Agent Frameworks

OpenAgenet/OAN: A Trust Layer for Secure Multi-Agent Networks

Before agents can trust each other, identity and governance must be verified.

Deep Dive

The paper introduces OpenAgenet (OAN), an open infrastructure for trusted agent interconnection, addressing a critical gap as agents move from isolated applications into open, multi-operator networks. Before an agent can safely discover, select, and invoke another agent, it needs to verify identity provenance, governance state, discovery authorization, freshness, and pre-connection trust evidence. OAN is designed as a protocol-neutral trust layer that does not replace existing agent interaction protocols (like MCP, A2A, or ANP) but layers on top of them. The architecture includes Root-governed identity admission, Registrar-assisted onboarding, Root-verified package publication, authorization-aware Discovery, and signed trusted invocation.
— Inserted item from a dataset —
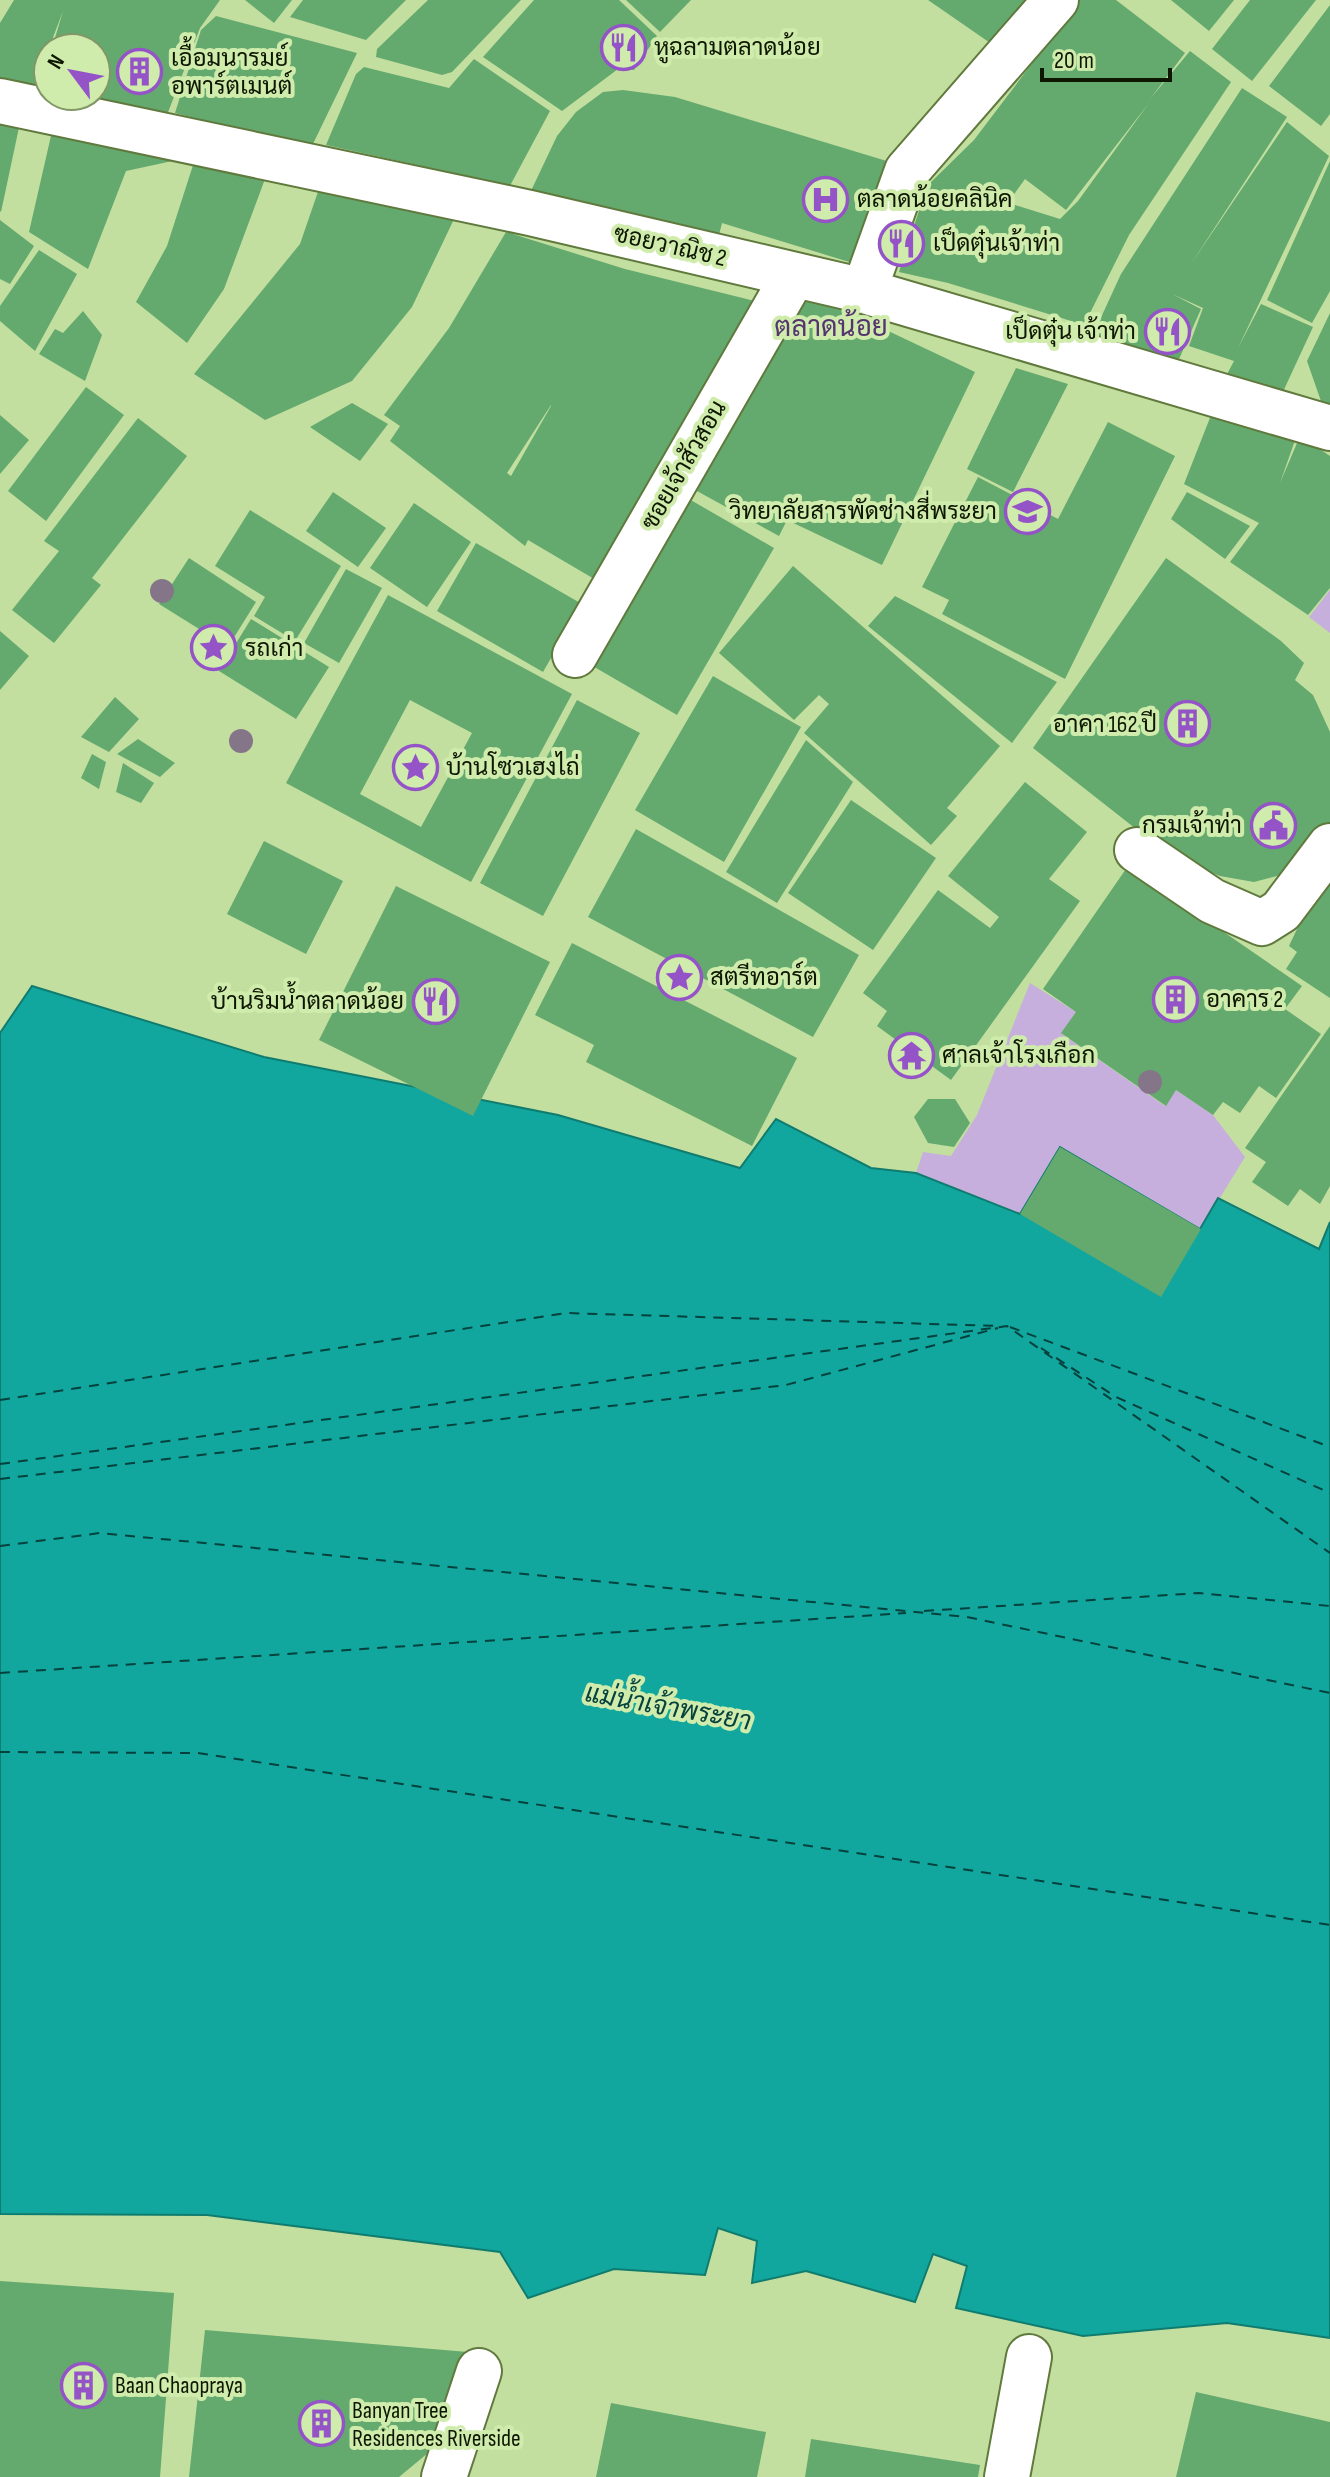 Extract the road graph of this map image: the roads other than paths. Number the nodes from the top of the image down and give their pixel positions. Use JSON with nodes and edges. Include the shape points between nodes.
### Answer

OAN introduces a governance model with roles for Root authority, Registrars, and Agents, and uses a blockchain-backed authorization bulletin for tamper-evident trust records. The paper covers deployment patterns, cooperation models, prototype status, and performance benchmarks. The project is published on arXiv (arXiv:2606.03161) and aims to enable secure, scalable agent ecosystems across different operators. This is a foundational piece for the emerging multi-agent internet, where trust and interoperability are paramount.

Key Points
  • OAN provides Root-governed identity admission and signed trusted invocation between agents from different operators.
  • Designed to work alongside MCP, A2A, and ANP protocols without replacing them—acts as a trust layer.
  • Uses a blockchain-backed authorization bulletin for tamper-evident, verifiable trust records across the network.

Why It Matters

OAN lays the groundwork for secure, cross-operator agent collaboration—essential for enterprise AI ecosystems.